*RECORDS FOR THE TASK*:
····················

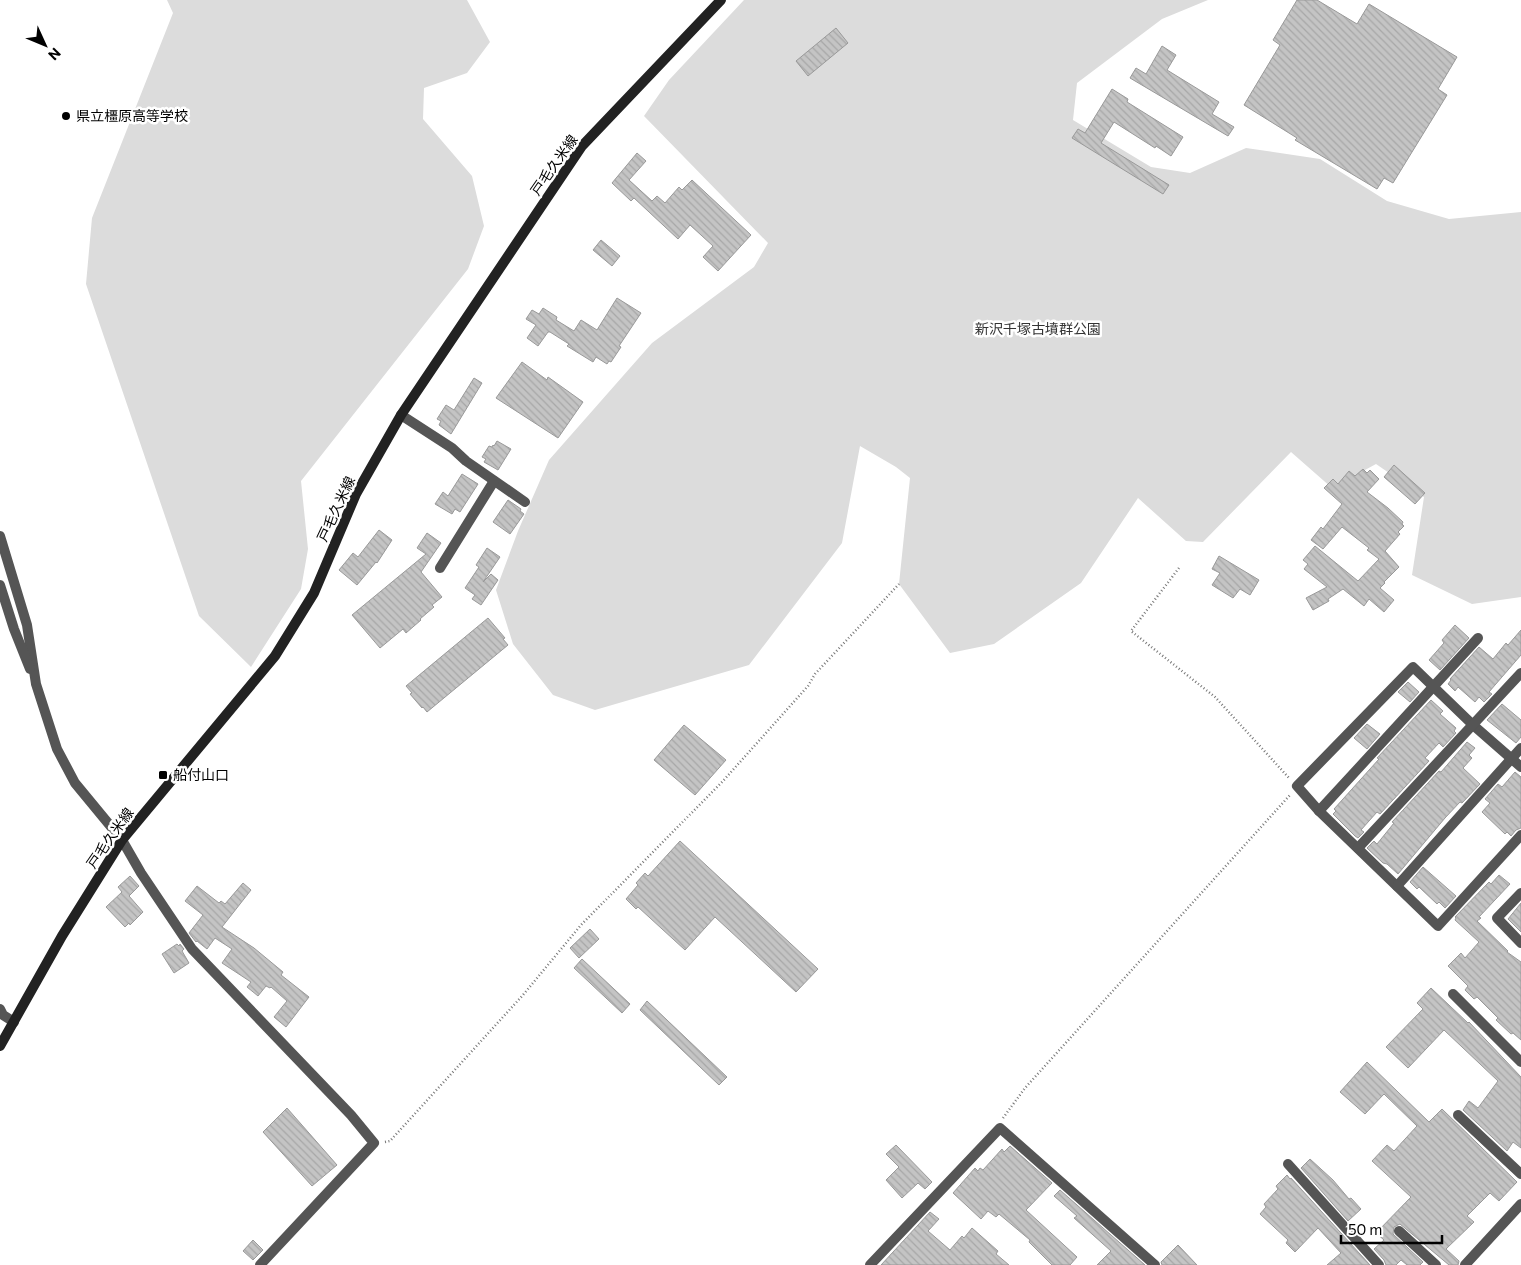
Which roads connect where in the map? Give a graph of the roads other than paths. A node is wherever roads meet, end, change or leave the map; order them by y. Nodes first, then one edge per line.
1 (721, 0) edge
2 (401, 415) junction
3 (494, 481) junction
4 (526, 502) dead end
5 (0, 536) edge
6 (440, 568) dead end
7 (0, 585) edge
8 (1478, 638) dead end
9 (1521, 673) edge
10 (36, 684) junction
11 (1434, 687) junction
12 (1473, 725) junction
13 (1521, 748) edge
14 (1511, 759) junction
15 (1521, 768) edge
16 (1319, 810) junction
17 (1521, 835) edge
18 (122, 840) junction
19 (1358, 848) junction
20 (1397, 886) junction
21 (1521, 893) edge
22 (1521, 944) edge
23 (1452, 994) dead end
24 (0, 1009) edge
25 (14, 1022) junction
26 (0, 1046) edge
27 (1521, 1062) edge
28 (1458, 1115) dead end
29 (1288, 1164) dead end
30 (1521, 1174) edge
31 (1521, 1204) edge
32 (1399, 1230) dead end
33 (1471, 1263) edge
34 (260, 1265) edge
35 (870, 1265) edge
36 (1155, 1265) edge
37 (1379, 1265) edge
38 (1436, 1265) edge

····················

*WORK ITEM*: Retype all the data exactly; skip the pictures.

*YOUR SOLUTION*:
Which roads connect where in the map? Give a graph of the roads other than paths. A node is wherever roads meet, end, change or leave the map; order them by y. Nodes first, then one edge per line.
1 (721, 0) edge
2 (401, 415) junction
3 (494, 481) junction
4 (526, 502) dead end
5 (0, 536) edge
6 (440, 568) dead end
7 (0, 585) edge
8 (1478, 638) dead end
9 (1521, 673) edge
10 (36, 684) junction
11 (1434, 687) junction
12 (1473, 725) junction
13 (1521, 748) edge
14 (1511, 759) junction
15 (1521, 768) edge
16 (1319, 810) junction
17 (1521, 835) edge
18 (122, 840) junction
19 (1358, 848) junction
20 (1397, 886) junction
21 (1521, 893) edge
22 (1521, 944) edge
23 (1452, 994) dead end
24 (0, 1009) edge
25 (14, 1022) junction
26 (0, 1046) edge
27 (1521, 1062) edge
28 (1458, 1115) dead end
29 (1288, 1164) dead end
30 (1521, 1174) edge
31 (1521, 1204) edge
32 (1399, 1230) dead end
33 (1471, 1263) edge
34 (260, 1265) edge
35 (870, 1265) edge
36 (1155, 1265) edge
37 (1379, 1265) edge
38 (1436, 1265) edge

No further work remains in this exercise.